Se tournant vers Antonio qui mangeait un sandwich aux tomates d'une main, jouant avec celle de Lovino de l'autre, qui le regardait furtivement, puis détourna les yeux dès qu'il le vit regarder dans sa direction. Alfred nota son expression concernée et plutôt sombre qui ne lui collait pas. Habituellement dans sa période menstruelle éternelle et frustré par ses SPMs, ces derniers temps, il le regardait sans faire grand-chose. Il savait à quoi il pensait.

Mais Romano ne se lèverait pas pour venir le voir et lui parler, sûrement pas. Lizzy lâcha un cri aigu en tombant dans les escaliers avec Gil, se faisant gronder par un des surveillants sur qui ils venaient de s'écraser en riant comme des attardés mentaux. Romano lui lança un autre regard, ses yeux verts olive croisant les siens, puis regardant le sol et ses lacets de converses. Alfred essaya de faire pareil avec ses grosses baskets Osiris, regardant les lacets colorés sans mots dire.

Il savait à quoi il pensait. Et ça ne voulait pas dire que le secret de Cuba faisait moins mal.

.oO0Oo.

« Bon, selon le programme de vot' ancien prof, vous devriez faire un stupide examen basé sur… hm, la Génèse —bon sang, on est en littérature, pas religion… Mais vu qu' j'ai pas envie, je vais plutôt vous faire analyser un passage d'Harry Potter, même si vous voulez pas, amusez-vous, les gosses ! » Arthur était avachi sur la confortable chaise derrière le bureau croulant sous les livres, les pieds bien installés sur des livres religieux ayant appartenu à DeGeneres. Le nez fourré dans un vieux Sherlock Holmes, il se leva même pas les yeux sur la classe qui se transforma rapidement en cirque, avec des papiers et des avions, et même les deux tours qui tombaient.

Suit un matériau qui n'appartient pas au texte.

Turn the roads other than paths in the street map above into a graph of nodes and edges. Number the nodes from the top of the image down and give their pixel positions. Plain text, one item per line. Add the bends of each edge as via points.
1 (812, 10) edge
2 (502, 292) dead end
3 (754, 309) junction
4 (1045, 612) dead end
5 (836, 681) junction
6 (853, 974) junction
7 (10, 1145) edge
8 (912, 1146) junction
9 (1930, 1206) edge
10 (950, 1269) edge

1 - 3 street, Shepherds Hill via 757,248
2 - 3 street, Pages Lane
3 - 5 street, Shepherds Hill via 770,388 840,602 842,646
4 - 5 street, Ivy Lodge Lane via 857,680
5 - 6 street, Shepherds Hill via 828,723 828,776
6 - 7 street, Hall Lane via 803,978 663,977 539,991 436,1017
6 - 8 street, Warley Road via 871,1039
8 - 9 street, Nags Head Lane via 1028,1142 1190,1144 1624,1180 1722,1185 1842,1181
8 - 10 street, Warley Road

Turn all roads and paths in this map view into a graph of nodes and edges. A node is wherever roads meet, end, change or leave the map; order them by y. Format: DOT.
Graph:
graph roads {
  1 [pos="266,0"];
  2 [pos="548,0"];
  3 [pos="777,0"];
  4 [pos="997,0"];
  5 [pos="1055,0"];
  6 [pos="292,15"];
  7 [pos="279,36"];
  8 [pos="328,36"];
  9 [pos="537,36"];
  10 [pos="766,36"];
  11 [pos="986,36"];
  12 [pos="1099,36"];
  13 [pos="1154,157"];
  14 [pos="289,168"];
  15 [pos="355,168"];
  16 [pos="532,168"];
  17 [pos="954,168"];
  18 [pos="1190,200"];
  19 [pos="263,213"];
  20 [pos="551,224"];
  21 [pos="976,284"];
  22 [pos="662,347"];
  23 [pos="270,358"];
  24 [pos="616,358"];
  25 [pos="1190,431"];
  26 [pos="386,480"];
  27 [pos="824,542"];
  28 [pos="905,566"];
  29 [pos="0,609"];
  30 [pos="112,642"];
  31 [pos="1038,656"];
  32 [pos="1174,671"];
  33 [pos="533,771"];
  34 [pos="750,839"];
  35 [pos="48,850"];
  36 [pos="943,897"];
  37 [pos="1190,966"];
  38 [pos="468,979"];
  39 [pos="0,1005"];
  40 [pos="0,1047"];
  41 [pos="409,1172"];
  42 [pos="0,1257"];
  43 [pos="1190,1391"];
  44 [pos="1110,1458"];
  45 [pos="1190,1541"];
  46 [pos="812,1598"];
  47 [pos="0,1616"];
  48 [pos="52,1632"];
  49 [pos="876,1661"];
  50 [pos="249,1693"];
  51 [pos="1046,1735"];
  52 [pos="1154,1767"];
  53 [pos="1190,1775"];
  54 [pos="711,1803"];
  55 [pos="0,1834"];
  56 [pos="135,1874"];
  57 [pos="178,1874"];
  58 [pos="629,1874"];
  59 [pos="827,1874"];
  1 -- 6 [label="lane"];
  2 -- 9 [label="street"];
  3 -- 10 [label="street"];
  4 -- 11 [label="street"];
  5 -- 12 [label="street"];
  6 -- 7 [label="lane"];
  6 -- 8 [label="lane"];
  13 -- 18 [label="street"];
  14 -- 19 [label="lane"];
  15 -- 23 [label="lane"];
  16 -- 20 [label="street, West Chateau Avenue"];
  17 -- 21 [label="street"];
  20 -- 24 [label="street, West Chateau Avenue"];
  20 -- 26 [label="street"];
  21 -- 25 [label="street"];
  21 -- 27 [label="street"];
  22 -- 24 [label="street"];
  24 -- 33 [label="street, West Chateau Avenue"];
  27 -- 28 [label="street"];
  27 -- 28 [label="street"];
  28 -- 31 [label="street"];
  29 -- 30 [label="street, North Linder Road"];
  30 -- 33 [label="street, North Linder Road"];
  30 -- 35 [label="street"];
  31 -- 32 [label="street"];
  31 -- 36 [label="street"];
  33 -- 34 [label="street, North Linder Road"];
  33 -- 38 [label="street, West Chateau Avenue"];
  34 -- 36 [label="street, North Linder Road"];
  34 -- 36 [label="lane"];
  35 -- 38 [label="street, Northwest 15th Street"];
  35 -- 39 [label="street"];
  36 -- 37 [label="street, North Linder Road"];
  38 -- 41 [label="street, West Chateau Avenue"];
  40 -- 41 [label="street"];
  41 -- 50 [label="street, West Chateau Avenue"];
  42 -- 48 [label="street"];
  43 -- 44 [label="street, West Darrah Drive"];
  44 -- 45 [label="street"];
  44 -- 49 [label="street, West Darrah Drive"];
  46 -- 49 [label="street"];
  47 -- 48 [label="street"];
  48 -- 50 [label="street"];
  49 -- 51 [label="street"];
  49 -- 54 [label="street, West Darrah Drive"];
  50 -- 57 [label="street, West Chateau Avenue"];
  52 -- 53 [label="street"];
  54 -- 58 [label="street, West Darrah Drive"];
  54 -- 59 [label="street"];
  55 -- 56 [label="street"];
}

Alfred se tourna vers Matthew, Kiku le regardant avec attention, les deux jumeaux commençant à parler d'un raid à Modern Warfare, ou d'un autre combat épique à World Of Warcraft, laissant Kiku placer quelques mots sur des hacks qu'il avait réussi à introduire dans ses parties — tel qu'un costume de Miku Hatsune sur son personnage de Warcraft. Alfred rigola, ajoutant que le Japonais préférait encore les filles en 2D à celles de la vraie vie. Le Japonais avait rougi en disant que c'était pas que ça, que Miku était géniale et emblématique du Japon, en bafouillant et bégayant.

Et même en parlant de choses aussi intéressantes que tout ça, ou des dernies films d'horreur qui lui avaient foutu la frousse, il ne pouvait pas s'empêcher de ressentir le regard un peu fixe d'Arthur dans son dos, par-dessus son bouquin. C'était bizarre, ça lui donnait des petits frissons, comme avant la scène fatidique dans un film de Rob Zombie, et c'était incroyablement plaisant. Loin d'être aussi apaisant que prendre la main frêle de Kiku, par contre. Ah, Alfred se sentait bien regardé, c'était si… étrange, mais agréable à la fois.

Puis soudain, il vit une ombre à la porte, et entendit Arthur bouger, s'asseyant mieux en faisant un signe de main à quelqu'un. Son cœur s'accéléra, et ses joues s'empourprèrent de colère lorsqu'il vit Ivan, avec son air misérable des derniers jours, bloquant toute lumière du couloir, et captant toute l'attention. Arthur ne disait rien en le regardant précautionneusement, alors que les élèves lui lançaient de drôles de regards.

Un gamin venu d'Afrique lança même, « Ah, t'ont laissé sortir d' l'asile, Soviet ? »

Ivan lui lança un regard noir tandis que les autres riaient, Arthur leur criant de se taire en posant son livre sur son bureau, pointant une place de devant au Russe, qui s'assit en sentant un avion s'écraser sur lui, et des rires du fond. À nouveau, le professeur britannique leur cria que c'était assez, qu'il n'y avait rien de drôle même s'il avait tabassé quelqu'un. Alfred manqua encore éclater d'un rire sarcastique; Ivan était un monstre, et les humains s'amusent des monstres. C'était juste logique, pensa-t-il. Kiku soupira, et ouvrit un livre à une page, et commença à lire. Lui aussi, semblait se ficher royalement d'Ivan et de son air de zombie.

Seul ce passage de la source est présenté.